- **PROMPT**: Look through the material and copy each line holding "roads".

- **DATA EXTRACT**:
○ ○ ○

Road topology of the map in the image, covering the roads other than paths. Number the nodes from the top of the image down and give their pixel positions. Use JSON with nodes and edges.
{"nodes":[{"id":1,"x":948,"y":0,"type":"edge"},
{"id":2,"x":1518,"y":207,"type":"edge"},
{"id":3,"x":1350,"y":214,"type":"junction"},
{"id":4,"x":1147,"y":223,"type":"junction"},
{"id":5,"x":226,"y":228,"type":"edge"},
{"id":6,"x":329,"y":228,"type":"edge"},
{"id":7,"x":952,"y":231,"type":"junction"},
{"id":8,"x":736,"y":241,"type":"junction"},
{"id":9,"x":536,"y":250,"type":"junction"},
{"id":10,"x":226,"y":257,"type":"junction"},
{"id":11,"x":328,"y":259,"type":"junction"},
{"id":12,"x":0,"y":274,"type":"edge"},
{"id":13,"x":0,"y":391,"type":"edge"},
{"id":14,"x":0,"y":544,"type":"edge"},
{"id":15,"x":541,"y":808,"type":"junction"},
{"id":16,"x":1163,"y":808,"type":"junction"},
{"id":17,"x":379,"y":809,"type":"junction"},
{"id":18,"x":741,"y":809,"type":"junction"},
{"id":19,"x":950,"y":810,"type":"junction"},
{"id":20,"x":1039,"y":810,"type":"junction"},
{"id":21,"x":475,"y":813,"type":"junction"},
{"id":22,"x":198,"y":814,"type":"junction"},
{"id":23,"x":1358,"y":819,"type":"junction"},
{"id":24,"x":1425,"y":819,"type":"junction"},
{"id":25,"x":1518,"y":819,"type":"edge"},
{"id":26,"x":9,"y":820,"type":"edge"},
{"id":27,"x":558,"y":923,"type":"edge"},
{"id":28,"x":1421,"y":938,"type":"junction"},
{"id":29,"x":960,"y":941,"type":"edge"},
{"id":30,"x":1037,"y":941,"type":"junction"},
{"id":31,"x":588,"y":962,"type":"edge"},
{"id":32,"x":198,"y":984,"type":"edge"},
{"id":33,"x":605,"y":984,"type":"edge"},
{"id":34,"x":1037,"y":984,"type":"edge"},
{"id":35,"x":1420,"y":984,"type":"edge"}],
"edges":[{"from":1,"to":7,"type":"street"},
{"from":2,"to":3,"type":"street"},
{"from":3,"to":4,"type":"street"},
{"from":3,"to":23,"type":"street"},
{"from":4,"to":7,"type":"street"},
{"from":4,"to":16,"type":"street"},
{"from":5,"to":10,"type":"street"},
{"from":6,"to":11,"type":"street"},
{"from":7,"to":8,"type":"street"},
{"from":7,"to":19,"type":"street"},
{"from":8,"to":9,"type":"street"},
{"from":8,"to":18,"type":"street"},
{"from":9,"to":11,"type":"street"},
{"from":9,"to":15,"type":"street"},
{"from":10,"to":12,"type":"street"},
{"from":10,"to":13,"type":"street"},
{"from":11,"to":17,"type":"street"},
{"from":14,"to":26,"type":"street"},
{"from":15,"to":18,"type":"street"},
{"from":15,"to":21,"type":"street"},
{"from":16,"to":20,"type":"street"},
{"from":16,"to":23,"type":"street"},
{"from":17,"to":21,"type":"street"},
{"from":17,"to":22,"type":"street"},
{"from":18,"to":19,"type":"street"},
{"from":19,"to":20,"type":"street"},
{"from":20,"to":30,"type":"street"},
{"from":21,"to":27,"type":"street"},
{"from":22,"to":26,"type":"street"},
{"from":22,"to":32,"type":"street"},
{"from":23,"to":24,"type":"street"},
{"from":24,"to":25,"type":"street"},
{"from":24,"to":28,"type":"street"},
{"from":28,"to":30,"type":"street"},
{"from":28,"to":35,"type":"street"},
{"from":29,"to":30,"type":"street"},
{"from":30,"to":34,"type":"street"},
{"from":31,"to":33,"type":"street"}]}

○ ○ ○

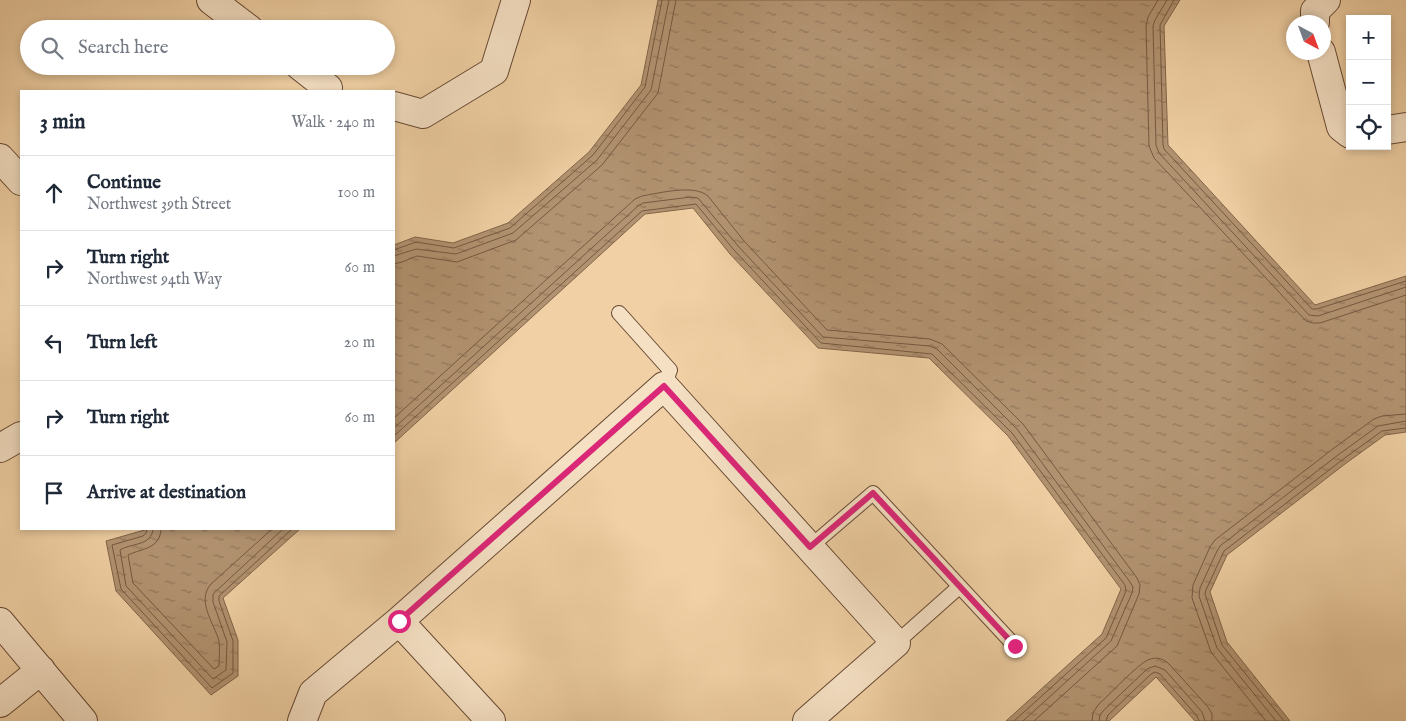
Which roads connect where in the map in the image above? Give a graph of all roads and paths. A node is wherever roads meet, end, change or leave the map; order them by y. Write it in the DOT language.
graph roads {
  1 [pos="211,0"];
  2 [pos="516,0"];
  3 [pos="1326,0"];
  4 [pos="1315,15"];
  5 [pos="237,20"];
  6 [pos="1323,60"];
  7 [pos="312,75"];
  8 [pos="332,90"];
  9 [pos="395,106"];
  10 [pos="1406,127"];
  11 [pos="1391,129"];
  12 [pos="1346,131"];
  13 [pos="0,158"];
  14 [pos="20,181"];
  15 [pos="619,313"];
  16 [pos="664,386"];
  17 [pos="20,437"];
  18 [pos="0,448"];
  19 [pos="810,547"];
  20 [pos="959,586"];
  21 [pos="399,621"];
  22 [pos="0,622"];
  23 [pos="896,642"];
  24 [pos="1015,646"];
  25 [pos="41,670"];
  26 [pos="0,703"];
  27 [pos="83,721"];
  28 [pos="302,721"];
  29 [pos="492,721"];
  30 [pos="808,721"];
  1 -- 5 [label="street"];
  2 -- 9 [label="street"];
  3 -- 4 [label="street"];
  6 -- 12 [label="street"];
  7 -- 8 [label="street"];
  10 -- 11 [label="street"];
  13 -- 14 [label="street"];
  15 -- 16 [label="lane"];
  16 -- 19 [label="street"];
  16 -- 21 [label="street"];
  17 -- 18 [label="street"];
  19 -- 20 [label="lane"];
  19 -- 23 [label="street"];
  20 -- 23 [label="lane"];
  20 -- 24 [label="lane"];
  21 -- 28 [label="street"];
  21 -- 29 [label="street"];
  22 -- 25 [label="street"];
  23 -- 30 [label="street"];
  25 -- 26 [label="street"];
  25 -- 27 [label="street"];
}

○ ○ ○

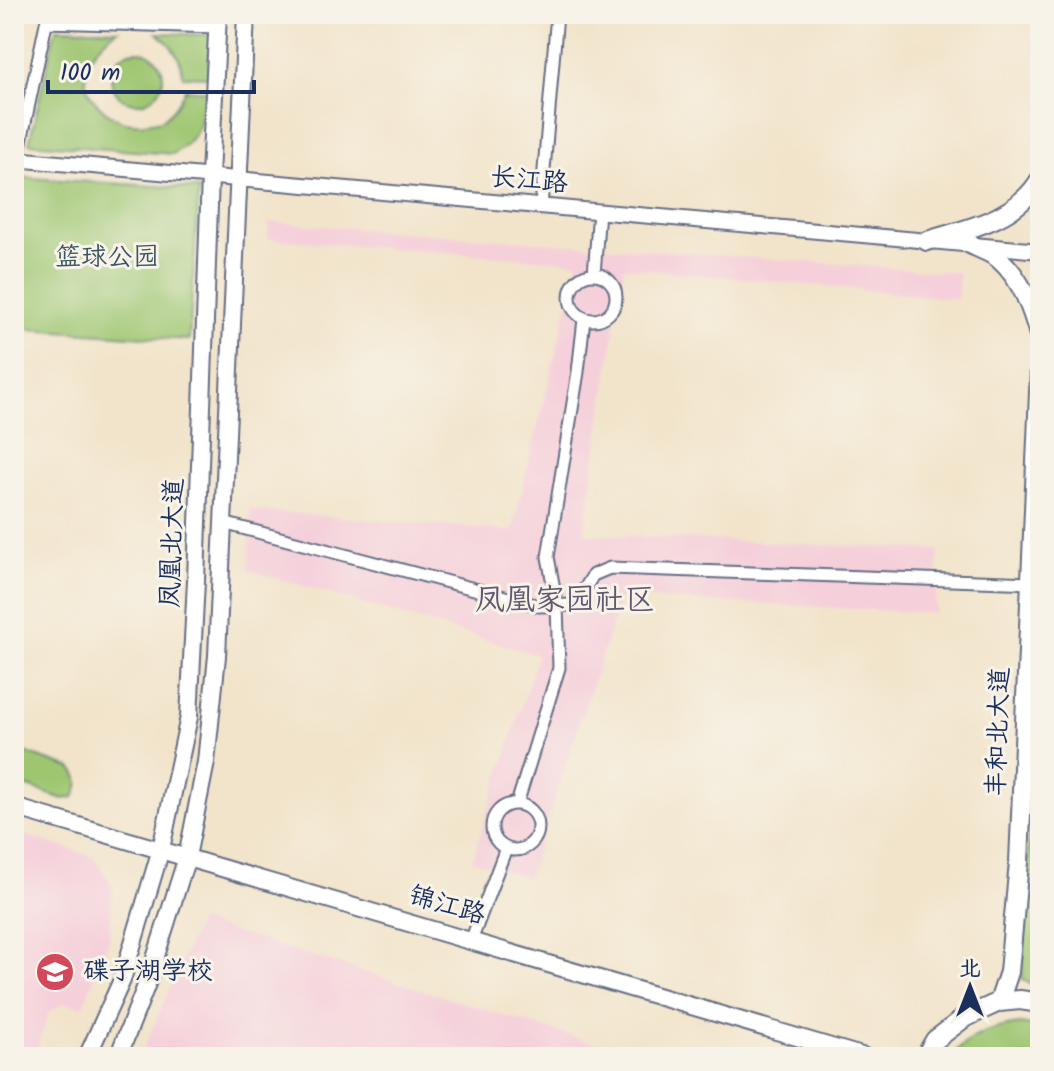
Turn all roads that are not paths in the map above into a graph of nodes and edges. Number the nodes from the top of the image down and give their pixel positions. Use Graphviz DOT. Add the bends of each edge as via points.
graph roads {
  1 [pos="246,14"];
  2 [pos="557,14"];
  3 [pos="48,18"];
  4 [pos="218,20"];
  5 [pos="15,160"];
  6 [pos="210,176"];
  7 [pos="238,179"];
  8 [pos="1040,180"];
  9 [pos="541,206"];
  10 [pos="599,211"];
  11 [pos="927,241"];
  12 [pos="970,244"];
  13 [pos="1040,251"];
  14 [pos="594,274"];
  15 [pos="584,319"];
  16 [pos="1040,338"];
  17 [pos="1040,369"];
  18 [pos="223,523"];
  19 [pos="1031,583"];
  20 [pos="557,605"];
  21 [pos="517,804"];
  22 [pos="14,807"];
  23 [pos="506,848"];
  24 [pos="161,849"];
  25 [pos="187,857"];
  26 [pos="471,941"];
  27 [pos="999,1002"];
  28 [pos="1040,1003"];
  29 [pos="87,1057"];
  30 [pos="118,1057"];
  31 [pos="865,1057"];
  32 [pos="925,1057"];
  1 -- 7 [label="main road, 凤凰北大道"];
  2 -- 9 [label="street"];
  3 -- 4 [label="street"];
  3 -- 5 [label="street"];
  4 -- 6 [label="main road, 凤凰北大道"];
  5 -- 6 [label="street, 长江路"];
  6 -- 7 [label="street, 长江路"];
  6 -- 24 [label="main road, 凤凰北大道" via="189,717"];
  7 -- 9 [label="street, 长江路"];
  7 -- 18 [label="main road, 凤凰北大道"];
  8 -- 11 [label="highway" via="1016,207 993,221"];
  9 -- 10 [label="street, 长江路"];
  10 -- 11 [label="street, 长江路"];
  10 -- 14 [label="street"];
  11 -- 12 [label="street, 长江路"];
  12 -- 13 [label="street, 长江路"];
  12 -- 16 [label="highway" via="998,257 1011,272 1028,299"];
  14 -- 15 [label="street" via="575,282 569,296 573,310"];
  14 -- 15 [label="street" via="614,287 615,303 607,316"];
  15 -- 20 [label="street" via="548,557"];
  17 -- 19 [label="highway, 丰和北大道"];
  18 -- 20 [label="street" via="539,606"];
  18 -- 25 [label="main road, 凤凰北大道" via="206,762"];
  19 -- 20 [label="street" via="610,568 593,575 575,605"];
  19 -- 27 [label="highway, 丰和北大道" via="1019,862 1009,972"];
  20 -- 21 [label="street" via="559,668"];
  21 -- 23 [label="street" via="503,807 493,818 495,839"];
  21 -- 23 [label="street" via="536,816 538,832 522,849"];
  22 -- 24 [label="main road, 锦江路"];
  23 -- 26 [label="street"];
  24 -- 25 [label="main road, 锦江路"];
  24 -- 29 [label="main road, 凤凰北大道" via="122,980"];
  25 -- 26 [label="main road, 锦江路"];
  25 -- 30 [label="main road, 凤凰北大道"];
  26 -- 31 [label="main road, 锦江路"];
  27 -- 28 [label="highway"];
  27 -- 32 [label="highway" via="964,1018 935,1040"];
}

○ ○ ○

- **SOLVED PROBLEM**:
Road topology of the map in the image, covering the roads other than paths. Number the nodes from the top of the image down and give their pixel positions. Use JSON with nodes and edges.
Which roads connect where in the map in the image above? Give a graph of all roads and paths. A node is wherever roads meet, end, change or leave the map; order them by y. Write it in the DOT language.
graph roads {
Turn all roads that are not paths in the map above into a graph of nodes and edges. Number the nodes from the top of the image down and give their pixel positions. Use Graphviz DOT. Add the bends of each edge as via points.
graph roads {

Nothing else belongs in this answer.